Does CO₂ Permeate through Aquaporin-1?

INTRODUCTION

Aquaporins are passive integral membrane channels facilitating efficient, yet selective permeation of water across biological membranes (1,2). Also, glycerol and other small linear alcohols are known to permeate via related aquaglyceroporins like GlpF from Escherichia Coli (3). So far, thirteen different aquaporins and aquaglyceroporins with different specificities have been identified in humans. They are expressed in tissues as diverse as the kidney, lung, red blood cells, brain, and the eye lens. Malfunction of aquaporins has been shown to be associated with a number of pathological conditions (4–8). The elucidation of the structure of different aquaporins (9–13) and aquaglyceroporins (14,15) formed the basis for the determination of the molecular mechanism of water permeation and proton exclusion by molecular dynamics simulations (16–21).

It has been a long-standing and controversially discussed question whether also gas transport across biological membranes is facilitated by aquaporins, or whether gases like carbon dioxide can freely permeate lipid bilayer membranes. The role of aquaporin-1 (AQP1) for CO₂ permeation in mammalian lungs and red blood cells, for example, remains unclear (22–29). Part of the controversy is apparently due to the fact that i), CO₂ permeation is usually measured indirectly, via acidification through the action of carbonic anhydrase (CA); ii), that, depending on the pH and on the concentration of CA, the CO₂ permeation is limited by unstirred water layers on both sides of the membrane (30); iii), that in erythrocytes this acidification is additionally influenced by the action of the -Cl⁻ transporter; and that iv), inhibitors like 4,4′-diisothiocyanato-stilbene-2,2′-disulfonic acid (DIDS) and mercurial compounds may not be specific for the -Cl⁻ transporter and AQP1, respectively (26–29). Moreover, there is a large variability in the CO₂ permeability of different membranes (26,29–31).

Another process for which aquaporin-mediated CO₂ permeation has been suggested to play a physiological role is photosynthesis. In a recent study it was shown that the leaf growth of tobacco plants was dependent on the level of NtAQP1 expression, an aquaporin homologous to human AQP1 (32).

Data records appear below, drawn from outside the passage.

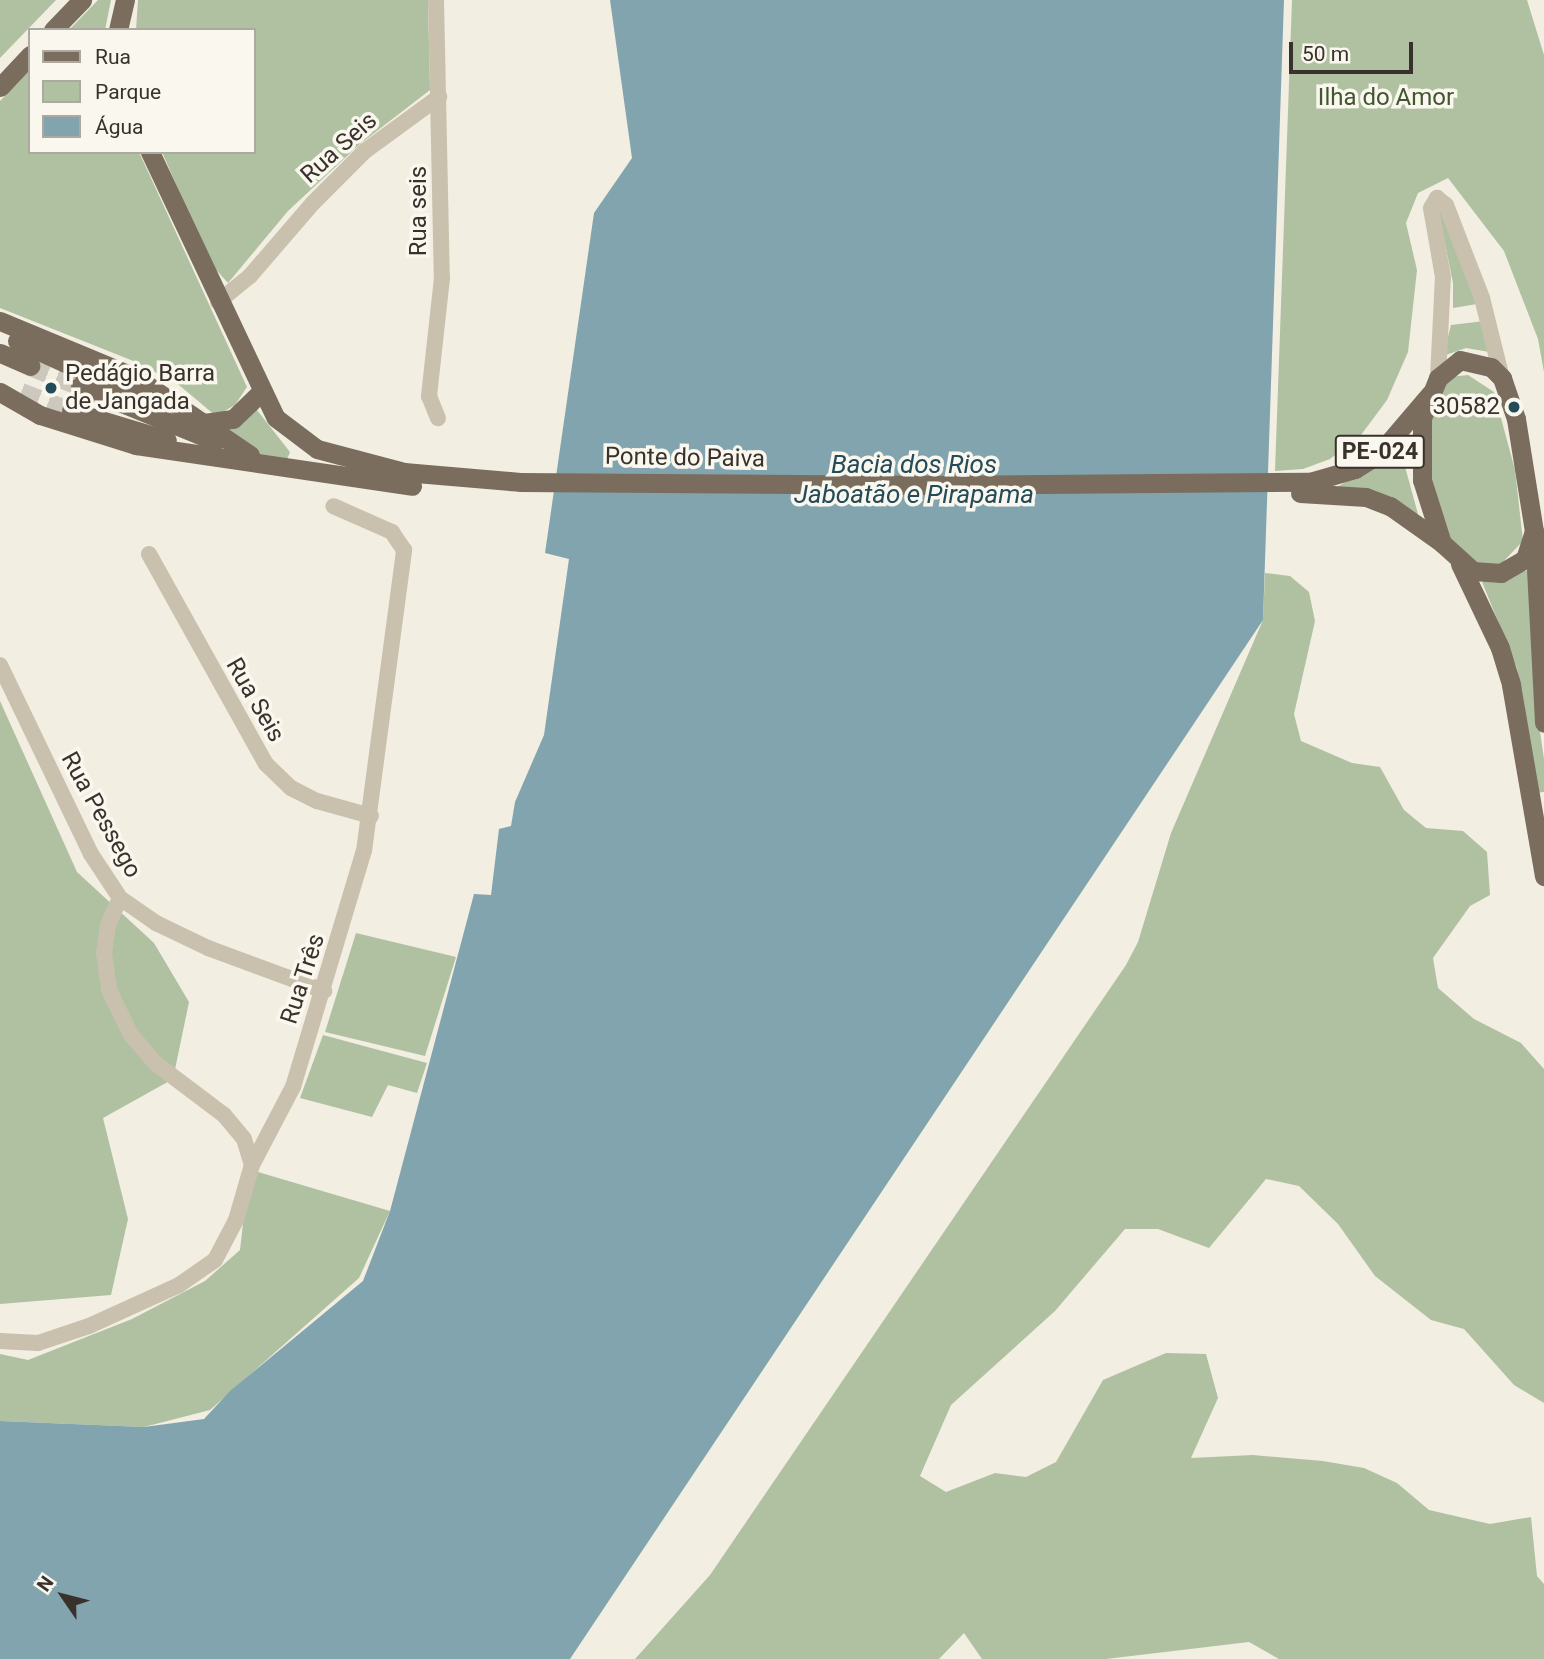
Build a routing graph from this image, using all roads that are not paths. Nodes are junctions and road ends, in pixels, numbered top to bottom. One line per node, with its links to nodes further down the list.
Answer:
1 (82, 0): 4 (main road)
2 (125, 0): 5 (main road)
3 (436, 0): 8 (street, Rua seis)
4 (55, 28)
5 (118, 28)
6 (28, 57): 7 (main road)
7 (0, 87)
8 (439, 97): 10 (street, Rua Seis); 21 (street, Rua seis)
9 (151, 154): 10 (main road)
10 (218, 302): 19 (main road)
11 (0, 321): 22 (main road)
12 (0, 334): 22 (main road)
13 (0, 353): 16 (main road)
14 (0, 368): 16 (main road)
15 (1502, 377): 18 (main road, PE-024); 18 (street); 27 (main road)
16 (25, 379): 17 (main road)
17 (0, 380)
18 (1434, 386): 25 (main road, PE-024); 28 (main road, PE-024)
19 (261, 391): 22 (main road); 24 (main road)
20 (0, 392): 22 (main road)
21 (438, 418)
22 (211, 438): 23 (main road); 23 (main road)
23 (261, 461): 24 (main road)
24 (521, 486): 25 (main road, Ponte do Paiva / PE-024)
25 (1309, 487): 28 (main road, PE-024)
26 (333, 506): 34 (street, Rua Três)
27 (1534, 531): 30 (main road); 31 (main road)
28 (1442, 543): 30 (main road, PE-024)
29 (149, 554): 34 (street, Rua Seis)
30 (1460, 564): 35 (main road, PE-024)
31 (1540, 620): 33 (main road)
32 (0, 665): 36 (street, Rua Pessego)
33 (1544, 723)
34 (370, 816): 37 (street, Rua Três)
35 (1544, 876)
36 (120, 898): 37 (street, Rua Pessego); 38 (street)
37 (324, 991): 38 (street, Rua Três)
38 (252, 1165): 39 (street, Rua Três)
39 (0, 1341)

Here, we study the barrier for CO₂ permeation through AQP1 as well as through a pure palmitoyloleoylphosphatidylethanolamine (POPE) bilayer, using extensive atomistic molecular dynamics simulations. We address the question whether CO₂ is likely to permeate through AQP1 and close homologs like the plant aquaporin NtAQP1 by comparing the free energy for CO₂ permeation through AQP1 to the corresponding profiles for a model lipid bilayer membrane. Moreover, we present profiles for CO₂ interactions along possible permeation pathways and estimate permeation coefficients.

METHODS

An equilibrated simulation box of a tetramer of human AQP1 embedded in a solvated lipid bilayer was chosen as starting configuration of the simulations. The starting structure of human AQP1 was modeled based on the x-ray structure of bovine AQP1 (PDB code 1J4N (10)) by mutating differing residues using the WHAT IF modeling software (33). The two sequences are 91% sequence identical, making a structural overlay straightforward. The periodic simulation box contained the AQP1 tetramer, 271 POPE lipids and 19769 TIP4P (34) water molecules. The OPLS all-atom force field (35,36) was employed for the protein, lipid parameters were taken from Berger et al. (37). Four chloride ions were added to neutralize the simulation cell. The system was equilibrated for 2 ns before the production simulations. A typical simulation box is shown in Fig. 1 a.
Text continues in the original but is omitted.